什么？看不太懂？那就来看我的博客呀2333（逃~

下面我会用到很多从上面那个页面里的图。

CIFAR-10是一个数据集，有60000张32*32的彩图，训练集50000张，测试集10000张，有十个类别，都是：airplane、automobile、bird、cat、deer、dog、frog、horse、ship和truck。

唔，要注意这个东西，在tensorflow.examples.tutorials里并没有，所以我们得自己导入这个集合。

所以首先，我们要进入tf官方给的引导文件，然后引导下载和使用这个集合：

打开终端：

$ git clone https://github.com/tensorflow/models.git
$ cd models/tutorials/image/cifar10

或者你要是嫌麻烦，上面下载太慢，那么就不要运行上面两个了（毕竟咱们这里只需要用到cifar10），我这里已经给你准备好了两个py文件，你把它们下载一下，然后再进行后续操作，后续操作这两个py文件都得带着：

cifar10.py文件

cifar10_input.py文件

然后新建一个py文件，在前面写上：

import cifar10, cifar10_input
import tensorflow as tf
import numpy as np
import time
max_steps = 3000
batch_size = 128
data_dir = '/tmp/cifar10_data/cifar-10-batches-bin'

# Download and Extract
cifar10.maybe_download_and_extract()
images_train, labels_train = cifar10_input.distorted_inputs(data_dir, batch_size=batch_size)
images_test, labels_test = cifar10_input.inputs(eval_data=True, data_dir=data_dir, batch_size=batch_size)

然后运行一下吧，就可以看到下载和解压这个数据集合了，他很贴心的都给你分好了batch：

然后创建训练和标签的输入口：

image_holder = tf.placeholder(tf.float32, [batch_size, 24, 24, 3])
label_holder = tf.placeholder(tf.int32, [batch_size])

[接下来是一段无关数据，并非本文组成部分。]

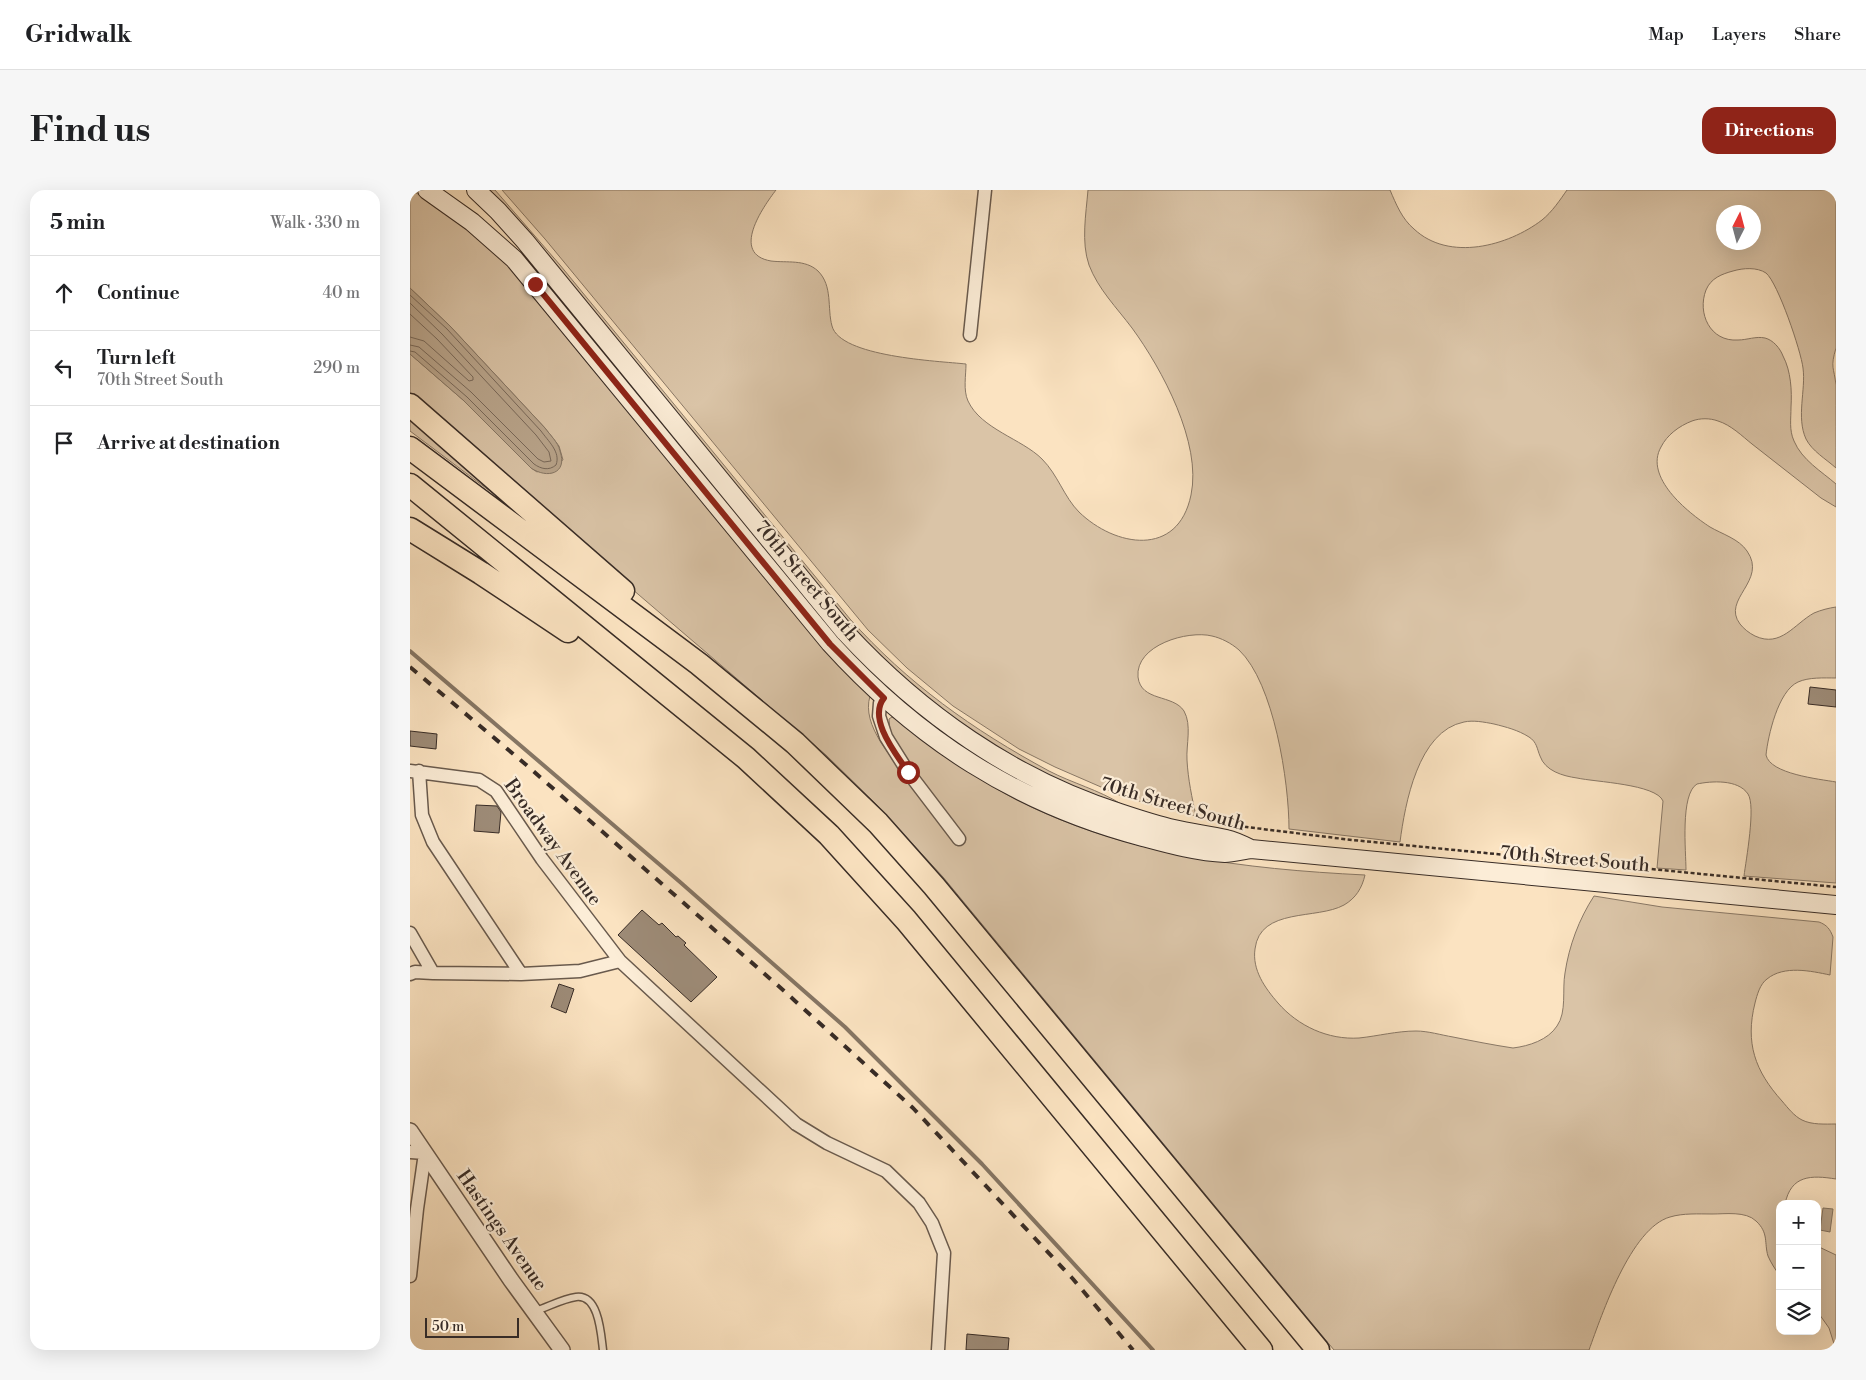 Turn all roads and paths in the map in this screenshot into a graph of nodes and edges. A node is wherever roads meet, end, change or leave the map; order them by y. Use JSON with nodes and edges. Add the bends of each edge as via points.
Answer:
{"nodes":[{"id":1,"x":427,"y":190,"type":"edge"},
{"id":2,"x":476,"y":190,"type":"edge"},
{"id":3,"x":985,"y":190,"type":"edge"},
{"id":4,"x":970,"y":335,"type":"dead end"},
{"id":5,"x":410,"y":405,"type":"edge"},
{"id":6,"x":410,"y":448,"type":"edge"},
{"id":7,"x":410,"y":485,"type":"edge"},
{"id":8,"x":410,"y":529,"type":"edge"},
{"id":9,"x":700,"y":664,"type":"junction"},
{"id":10,"x":884,"y":698,"type":"junction"},
{"id":11,"x":746,"y":758,"type":"junction"},
{"id":12,"x":415,"y":771,"type":"edge"},
{"id":13,"x":1234,"y":826,"type":"dead end"},
{"id":14,"x":959,"y":839,"type":"dead end"},
{"id":15,"x":1251,"y":848,"type":"junction"},
{"id":16,"x":1836,"y":887,"type":"edge"},
{"id":17,"x":1836,"y":905,"type":"edge"},
{"id":18,"x":410,"y":933,"type":"edge"},
{"id":19,"x":620,"y":961,"type":"junction"},
{"id":20,"x":433,"y":973,"type":"junction"},
{"id":21,"x":410,"y":974,"type":"edge"},
{"id":22,"x":521,"y":974,"type":"junction"},
{"id":23,"x":410,"y":1131,"type":"edge"},
{"id":24,"x":418,"y":1153,"type":"edge"},
{"id":25,"x":410,"y":1276,"type":"edge"},
{"id":26,"x":534,"y":1311,"type":"junction"},
{"id":27,"x":562,"y":1350,"type":"edge"},
{"id":28,"x":603,"y":1350,"type":"edge"},
{"id":29,"x":938,"y":1350,"type":"edge"},
{"id":30,"x":1261,"y":1350,"type":"edge"},
{"id":31,"x":1318,"y":1350,"type":"edge"}],
"edges":[{"from":1,"to":10,"type":"main road","name":"70th Street South","via":[[472,222],[514,259],[830,644]]},
{"from":2,"to":15,"type":"main road","name":"70th Street South","via":[[525,241],[845,632],[896,683],[973,742],[1062,791],[1136,819],[1228,839]]},
{"from":3,"to":4,"type":"street"},
{"from":5,"to":9,"type":"highway","via":[[662,623]]},
{"from":6,"to":9,"type":"highway"},
{"from":7,"to":11,"type":"highway"},
{"from":8,"to":11,"type":"highway","via":[[538,610]]},
{"from":9,"to":31,"type":"highway","via":[[795,743],[909,857]]},
{"from":10,"to":14,"type":"street","via":[[880,703],[879,716],[886,737]]},
{"from":10,"to":15,"type":"main road","name":"70th Street South","via":[[970,763],[1053,807],[1116,830],[1172,844],[1226,853]]},
{"from":11,"to":30,"type":"highway","via":[[829,835],[888,899]]},
{"from":12,"to":19,"type":"street","name":"Broadway Avenue","via":[[479,780],[496,791],[542,859]]},
{"from":12,"to":22,"type":"street","via":[[422,815],[433,842]]},
{"from":13,"to":16,"type":"path"},
{"from":15,"to":17,"type":"main road","name":"70th Street South"},
{"from":18,"to":20,"type":"street"},
{"from":19,"to":22,"type":"street","via":[[580,971]]},
{"from":19,"to":29,"type":"street","name":"Broadway Avenue","via":[[796,1124],[886,1172],[919,1203],[932,1223],[944,1254]]},
{"from":20,"to":21,"type":"street"},
{"from":20,"to":22,"type":"street"},
{"from":23,"to":24,"type":"street","name":"Hastings Avenue"},
{"from":24,"to":25,"type":"street","via":[[417,1209]]},
{"from":24,"to":26,"type":"street","name":"Hastings Avenue"},
{"from":26,"to":27,"type":"street","name":"Hastings Avenue"},
{"from":26,"to":28,"type":"lane","via":[[576,1297],[583,1298],[596,1311]]}]}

那么，为什么输入口这里是24243，而不是32323呢？因为在上面加载数据的时候，剪裁了图片正中间的2424的区块。为什么要这么做，这其实是【数据增强】的一部分，查看cifar10_input.distorted_inputs函数，会发现将原图进行了水平翻转(tf.image.random_flip_left_right)，剪裁中间2424(tf.random_crop)，设置随机亮度和对比度(tf.image_random_brightness, tf.image.random_contrast)，对数据标准化(tf.image.per_image_whitening)这一大堆操作，都是为了【得到更多的样本！提升准确率！】，也就是一图变多图，考虑进一个图在不同状态下的表现，这样识别起来更准确。

网络结构

下面可以定义网络结构了。

首先和上一篇一样，要得到一个初始化weight的函数，但是和上一篇不一样的是，这里我们加一个L2的正则，为什么？防止过拟合。

为什么L2正则能降低过拟合呢？现在我们使用某一个特征时，会付出loss的代价，除非这个特征，它不一样，能起到很强的效果，才能够把loss上的增加给覆盖掉。这样一些无关紧要的特征就覆盖不到loss，网络自然检测不到。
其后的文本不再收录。